— Task brief —
Identify all lines below that hold "graph" and collect them.

— Source data —
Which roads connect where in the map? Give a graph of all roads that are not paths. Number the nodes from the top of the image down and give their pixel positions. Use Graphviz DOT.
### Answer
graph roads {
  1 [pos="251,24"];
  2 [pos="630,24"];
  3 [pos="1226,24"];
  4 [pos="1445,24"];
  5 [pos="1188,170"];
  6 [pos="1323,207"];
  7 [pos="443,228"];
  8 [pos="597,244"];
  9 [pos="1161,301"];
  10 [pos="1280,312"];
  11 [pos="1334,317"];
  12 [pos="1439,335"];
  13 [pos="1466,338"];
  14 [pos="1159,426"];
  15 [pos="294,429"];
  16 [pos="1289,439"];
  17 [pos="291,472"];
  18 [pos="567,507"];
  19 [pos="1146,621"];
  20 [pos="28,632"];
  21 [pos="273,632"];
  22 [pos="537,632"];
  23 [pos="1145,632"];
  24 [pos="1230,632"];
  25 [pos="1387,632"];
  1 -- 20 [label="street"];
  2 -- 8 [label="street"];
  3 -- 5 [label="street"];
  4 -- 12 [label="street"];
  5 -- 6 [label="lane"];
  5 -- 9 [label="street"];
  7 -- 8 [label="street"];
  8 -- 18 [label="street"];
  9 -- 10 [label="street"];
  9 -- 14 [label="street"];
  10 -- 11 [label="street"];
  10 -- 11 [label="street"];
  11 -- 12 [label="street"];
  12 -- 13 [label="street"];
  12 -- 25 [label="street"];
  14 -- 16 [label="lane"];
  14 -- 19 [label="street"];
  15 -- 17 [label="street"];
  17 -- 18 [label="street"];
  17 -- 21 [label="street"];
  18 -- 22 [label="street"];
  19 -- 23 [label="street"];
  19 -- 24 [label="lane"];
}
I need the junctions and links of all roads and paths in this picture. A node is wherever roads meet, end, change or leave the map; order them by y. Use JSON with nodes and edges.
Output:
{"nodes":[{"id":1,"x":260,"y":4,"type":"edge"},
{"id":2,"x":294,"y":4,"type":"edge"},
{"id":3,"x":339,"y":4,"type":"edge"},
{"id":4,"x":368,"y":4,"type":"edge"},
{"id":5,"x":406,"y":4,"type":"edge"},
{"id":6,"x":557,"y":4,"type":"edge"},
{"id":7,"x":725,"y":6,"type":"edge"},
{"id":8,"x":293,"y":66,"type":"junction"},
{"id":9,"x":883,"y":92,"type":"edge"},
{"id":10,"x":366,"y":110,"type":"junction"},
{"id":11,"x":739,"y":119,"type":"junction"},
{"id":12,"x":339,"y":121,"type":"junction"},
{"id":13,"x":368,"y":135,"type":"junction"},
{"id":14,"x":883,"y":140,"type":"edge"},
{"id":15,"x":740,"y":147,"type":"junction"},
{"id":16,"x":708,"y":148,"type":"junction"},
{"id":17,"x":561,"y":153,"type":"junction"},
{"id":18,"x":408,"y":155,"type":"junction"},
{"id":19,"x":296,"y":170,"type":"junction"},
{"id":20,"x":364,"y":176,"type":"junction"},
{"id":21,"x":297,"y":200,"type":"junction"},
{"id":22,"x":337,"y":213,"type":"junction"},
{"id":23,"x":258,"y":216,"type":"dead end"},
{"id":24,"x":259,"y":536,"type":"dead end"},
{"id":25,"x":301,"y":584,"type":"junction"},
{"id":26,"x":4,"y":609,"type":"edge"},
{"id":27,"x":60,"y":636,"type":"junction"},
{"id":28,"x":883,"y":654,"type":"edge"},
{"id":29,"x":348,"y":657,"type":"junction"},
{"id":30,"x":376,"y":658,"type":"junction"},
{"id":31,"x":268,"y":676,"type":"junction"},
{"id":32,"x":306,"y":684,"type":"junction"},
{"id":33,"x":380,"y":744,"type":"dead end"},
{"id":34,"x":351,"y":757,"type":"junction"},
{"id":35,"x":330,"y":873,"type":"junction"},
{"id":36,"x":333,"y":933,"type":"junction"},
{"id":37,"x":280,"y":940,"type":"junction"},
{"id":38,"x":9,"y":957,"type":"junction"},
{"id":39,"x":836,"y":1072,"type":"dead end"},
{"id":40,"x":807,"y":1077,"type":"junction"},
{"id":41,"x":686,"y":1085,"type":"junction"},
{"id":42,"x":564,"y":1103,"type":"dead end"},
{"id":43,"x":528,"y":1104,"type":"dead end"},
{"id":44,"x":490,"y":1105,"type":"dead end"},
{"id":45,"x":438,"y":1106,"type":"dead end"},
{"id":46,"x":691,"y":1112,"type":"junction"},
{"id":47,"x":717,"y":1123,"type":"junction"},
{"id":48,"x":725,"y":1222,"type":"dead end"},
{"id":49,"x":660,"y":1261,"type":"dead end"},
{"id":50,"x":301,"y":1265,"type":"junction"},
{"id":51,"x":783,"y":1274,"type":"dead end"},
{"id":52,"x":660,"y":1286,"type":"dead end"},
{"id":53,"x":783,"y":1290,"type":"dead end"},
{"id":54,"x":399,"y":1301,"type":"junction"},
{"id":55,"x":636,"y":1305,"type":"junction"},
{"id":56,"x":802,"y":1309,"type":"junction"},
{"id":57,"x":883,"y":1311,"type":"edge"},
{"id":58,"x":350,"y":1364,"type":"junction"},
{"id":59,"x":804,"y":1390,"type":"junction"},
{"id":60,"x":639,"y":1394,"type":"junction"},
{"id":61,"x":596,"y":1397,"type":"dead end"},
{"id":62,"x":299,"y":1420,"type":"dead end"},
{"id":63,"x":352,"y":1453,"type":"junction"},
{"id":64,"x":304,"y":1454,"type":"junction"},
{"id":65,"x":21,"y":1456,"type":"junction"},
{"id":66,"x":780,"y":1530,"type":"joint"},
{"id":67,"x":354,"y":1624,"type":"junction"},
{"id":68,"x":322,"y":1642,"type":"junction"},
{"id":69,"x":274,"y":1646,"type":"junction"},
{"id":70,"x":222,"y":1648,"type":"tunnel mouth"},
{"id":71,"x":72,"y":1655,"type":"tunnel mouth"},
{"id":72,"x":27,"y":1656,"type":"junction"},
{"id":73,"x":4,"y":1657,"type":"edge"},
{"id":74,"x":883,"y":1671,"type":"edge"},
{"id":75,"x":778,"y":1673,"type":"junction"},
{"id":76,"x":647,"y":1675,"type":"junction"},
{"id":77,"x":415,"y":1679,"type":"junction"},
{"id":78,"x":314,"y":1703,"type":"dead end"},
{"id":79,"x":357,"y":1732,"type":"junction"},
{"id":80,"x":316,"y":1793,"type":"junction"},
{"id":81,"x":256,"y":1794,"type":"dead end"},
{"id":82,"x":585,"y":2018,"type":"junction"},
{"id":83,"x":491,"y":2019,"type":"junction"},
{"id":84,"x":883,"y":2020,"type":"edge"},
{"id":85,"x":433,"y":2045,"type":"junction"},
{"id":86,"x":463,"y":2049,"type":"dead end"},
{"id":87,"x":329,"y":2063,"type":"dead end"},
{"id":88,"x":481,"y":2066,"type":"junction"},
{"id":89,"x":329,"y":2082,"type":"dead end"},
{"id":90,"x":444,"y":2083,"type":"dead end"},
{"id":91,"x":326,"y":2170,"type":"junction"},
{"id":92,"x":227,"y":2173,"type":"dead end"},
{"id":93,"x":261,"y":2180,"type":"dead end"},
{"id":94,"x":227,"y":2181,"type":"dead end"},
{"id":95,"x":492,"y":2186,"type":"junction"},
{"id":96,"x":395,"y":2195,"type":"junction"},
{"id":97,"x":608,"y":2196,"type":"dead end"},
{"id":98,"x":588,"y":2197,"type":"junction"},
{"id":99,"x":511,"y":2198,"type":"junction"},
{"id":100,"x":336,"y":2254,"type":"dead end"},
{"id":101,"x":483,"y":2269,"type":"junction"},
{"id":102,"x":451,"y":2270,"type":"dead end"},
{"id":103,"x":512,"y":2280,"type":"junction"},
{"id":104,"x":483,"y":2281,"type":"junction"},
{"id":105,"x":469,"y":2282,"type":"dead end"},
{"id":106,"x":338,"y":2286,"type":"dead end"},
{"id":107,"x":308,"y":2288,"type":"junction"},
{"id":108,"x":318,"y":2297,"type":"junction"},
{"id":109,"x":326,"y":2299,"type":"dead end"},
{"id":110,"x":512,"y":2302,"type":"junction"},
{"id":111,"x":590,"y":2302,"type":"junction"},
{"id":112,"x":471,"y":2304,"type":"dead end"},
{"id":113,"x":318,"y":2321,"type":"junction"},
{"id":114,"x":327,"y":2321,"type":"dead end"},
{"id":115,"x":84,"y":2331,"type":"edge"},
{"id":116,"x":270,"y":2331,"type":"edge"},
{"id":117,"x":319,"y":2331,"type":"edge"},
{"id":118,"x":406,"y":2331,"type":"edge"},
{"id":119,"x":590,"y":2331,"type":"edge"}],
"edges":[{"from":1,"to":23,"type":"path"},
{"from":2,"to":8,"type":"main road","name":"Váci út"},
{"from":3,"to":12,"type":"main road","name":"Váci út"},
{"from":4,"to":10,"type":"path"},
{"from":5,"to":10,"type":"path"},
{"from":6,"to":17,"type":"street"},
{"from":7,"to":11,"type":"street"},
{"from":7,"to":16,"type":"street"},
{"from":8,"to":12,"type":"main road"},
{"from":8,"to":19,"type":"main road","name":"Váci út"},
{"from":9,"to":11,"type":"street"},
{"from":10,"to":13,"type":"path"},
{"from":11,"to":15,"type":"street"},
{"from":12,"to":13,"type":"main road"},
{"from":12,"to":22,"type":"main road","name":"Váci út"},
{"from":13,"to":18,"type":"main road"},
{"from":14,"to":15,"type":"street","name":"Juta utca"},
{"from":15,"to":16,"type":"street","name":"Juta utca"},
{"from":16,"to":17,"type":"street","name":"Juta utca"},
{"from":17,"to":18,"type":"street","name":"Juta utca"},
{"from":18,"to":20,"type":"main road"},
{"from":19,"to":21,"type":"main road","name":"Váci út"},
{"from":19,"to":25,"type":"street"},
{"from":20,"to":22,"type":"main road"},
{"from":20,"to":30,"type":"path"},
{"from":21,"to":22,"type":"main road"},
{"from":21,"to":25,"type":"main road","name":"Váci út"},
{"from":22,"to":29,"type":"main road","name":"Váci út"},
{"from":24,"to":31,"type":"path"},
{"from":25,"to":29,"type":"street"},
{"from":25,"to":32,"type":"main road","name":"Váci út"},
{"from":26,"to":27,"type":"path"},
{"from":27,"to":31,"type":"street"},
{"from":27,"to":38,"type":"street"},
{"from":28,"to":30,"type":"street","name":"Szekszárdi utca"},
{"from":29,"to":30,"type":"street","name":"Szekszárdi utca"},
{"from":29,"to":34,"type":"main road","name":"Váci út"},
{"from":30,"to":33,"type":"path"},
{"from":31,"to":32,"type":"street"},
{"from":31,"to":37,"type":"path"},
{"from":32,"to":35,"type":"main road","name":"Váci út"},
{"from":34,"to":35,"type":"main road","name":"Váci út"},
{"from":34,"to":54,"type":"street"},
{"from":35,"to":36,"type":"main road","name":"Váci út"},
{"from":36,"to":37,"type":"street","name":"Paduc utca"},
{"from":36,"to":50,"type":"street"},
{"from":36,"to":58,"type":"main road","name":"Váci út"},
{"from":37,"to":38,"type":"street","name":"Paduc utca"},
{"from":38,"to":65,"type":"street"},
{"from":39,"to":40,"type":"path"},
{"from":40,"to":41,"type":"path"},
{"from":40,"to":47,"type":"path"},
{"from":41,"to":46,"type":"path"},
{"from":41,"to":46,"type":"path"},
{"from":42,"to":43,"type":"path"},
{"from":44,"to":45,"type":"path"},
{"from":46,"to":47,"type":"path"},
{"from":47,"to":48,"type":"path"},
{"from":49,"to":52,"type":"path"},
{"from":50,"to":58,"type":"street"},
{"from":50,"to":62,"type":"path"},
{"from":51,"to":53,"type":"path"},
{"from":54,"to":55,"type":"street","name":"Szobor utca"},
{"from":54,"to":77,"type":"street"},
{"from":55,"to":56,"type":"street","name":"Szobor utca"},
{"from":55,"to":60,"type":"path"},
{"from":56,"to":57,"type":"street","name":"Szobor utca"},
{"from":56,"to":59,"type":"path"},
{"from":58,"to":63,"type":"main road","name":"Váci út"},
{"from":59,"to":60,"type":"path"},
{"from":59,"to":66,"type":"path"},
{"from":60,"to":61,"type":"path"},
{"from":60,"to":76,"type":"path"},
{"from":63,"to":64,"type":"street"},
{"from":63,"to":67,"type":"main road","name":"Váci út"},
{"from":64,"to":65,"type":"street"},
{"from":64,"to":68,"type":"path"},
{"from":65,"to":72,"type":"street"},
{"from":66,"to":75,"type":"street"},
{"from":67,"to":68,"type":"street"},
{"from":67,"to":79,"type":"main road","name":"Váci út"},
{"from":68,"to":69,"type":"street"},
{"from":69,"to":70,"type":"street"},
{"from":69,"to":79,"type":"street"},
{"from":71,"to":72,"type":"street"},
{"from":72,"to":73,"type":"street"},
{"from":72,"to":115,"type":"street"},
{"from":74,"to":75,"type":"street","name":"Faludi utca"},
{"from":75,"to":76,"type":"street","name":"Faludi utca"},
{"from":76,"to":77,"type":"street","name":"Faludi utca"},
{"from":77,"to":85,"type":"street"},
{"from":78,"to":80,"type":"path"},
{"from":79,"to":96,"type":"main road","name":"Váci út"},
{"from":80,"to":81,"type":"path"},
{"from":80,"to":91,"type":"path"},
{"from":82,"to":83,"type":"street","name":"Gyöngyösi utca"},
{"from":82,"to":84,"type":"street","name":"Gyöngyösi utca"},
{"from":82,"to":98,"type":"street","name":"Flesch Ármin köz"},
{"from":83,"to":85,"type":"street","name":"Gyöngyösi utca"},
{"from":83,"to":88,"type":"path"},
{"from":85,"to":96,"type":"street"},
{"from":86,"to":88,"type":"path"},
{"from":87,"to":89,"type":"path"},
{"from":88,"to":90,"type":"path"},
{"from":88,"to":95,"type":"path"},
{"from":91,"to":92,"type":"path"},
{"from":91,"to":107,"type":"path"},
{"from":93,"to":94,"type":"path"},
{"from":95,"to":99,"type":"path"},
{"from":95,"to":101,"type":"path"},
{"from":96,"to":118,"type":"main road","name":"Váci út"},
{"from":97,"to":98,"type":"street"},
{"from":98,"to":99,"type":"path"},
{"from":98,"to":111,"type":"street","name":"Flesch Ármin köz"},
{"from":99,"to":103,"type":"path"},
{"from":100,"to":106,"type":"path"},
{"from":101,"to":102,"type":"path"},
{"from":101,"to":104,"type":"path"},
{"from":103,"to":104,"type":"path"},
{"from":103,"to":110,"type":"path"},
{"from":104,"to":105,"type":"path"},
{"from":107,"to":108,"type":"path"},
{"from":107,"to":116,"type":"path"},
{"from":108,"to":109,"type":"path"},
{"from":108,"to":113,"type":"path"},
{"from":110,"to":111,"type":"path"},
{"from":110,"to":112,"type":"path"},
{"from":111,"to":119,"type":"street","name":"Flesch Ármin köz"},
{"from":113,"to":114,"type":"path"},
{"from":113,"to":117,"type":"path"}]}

— Answer to this exercise —
Which roads connect where in the map? Give a graph of all roads that are not paths. Number the nodes from the top of the image down and give their pixel positions. Use Graphviz DOT.
graph roads {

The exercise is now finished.